ASSIGNMENT:
Each record that follows must be reproduced exactly.

Saved entries
* * * * * * *
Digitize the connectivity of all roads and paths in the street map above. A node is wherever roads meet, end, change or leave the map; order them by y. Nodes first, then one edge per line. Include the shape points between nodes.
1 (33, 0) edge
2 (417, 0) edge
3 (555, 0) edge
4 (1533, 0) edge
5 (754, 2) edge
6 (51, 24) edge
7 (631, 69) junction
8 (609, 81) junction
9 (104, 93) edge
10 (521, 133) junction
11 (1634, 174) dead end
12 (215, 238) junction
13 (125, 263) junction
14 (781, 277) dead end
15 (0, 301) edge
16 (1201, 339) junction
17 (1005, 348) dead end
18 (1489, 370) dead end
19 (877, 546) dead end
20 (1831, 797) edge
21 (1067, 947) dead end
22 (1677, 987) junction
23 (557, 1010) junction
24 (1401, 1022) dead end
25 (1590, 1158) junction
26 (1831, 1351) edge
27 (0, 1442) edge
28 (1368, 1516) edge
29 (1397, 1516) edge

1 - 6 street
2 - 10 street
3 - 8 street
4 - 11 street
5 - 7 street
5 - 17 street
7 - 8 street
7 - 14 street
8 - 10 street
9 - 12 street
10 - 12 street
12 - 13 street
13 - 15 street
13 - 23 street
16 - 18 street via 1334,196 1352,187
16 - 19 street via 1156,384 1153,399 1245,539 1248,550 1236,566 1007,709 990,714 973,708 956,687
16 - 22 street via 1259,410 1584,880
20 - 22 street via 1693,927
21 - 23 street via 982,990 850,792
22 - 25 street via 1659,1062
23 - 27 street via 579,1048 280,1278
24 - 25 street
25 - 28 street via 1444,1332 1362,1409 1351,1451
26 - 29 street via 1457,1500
* * * * * * *
TASK OUTPUT:
Digitize the connectivity of all roads and paths in the street map above. A node is wherever roads meet, end, change or leave the map; order them by y. Nodes first, then one edge per line. Include the shape points between nodes.
1 (33, 0) edge
2 (417, 0) edge
3 (555, 0) edge
4 (1533, 0) edge
5 (754, 2) edge
6 (51, 24) edge
7 (631, 69) junction
8 (609, 81) junction
9 (104, 93) edge
10 (521, 133) junction
11 (1634, 174) dead end
12 (215, 238) junction
13 (125, 263) junction
14 (781, 277) dead end
15 (0, 301) edge
16 (1201, 339) junction
17 (1005, 348) dead end
18 (1489, 370) dead end
19 (877, 546) dead end
20 (1831, 797) edge
21 (1067, 947) dead end
22 (1677, 987) junction
23 (557, 1010) junction
24 (1401, 1022) dead end
25 (1590, 1158) junction
26 (1831, 1351) edge
27 (0, 1442) edge
28 (1368, 1516) edge
29 (1397, 1516) edge

1 - 6 street
2 - 10 street
3 - 8 street
4 - 11 street
5 - 7 street
5 - 17 street
7 - 8 street
7 - 14 street
8 - 10 street
9 - 12 street
10 - 12 street
12 - 13 street
13 - 15 street
13 - 23 street
16 - 18 street via 1334,196 1352,187
16 - 19 street via 1156,384 1153,399 1245,539 1248,550 1236,566 1007,709 990,714 973,708 956,687
16 - 22 street via 1259,410 1584,880
20 - 22 street via 1693,927
21 - 23 street via 982,990 850,792
22 - 25 street via 1659,1062
23 - 27 street via 579,1048 280,1278
24 - 25 street
25 - 28 street via 1444,1332 1362,1409 1351,1451
26 - 29 street via 1457,1500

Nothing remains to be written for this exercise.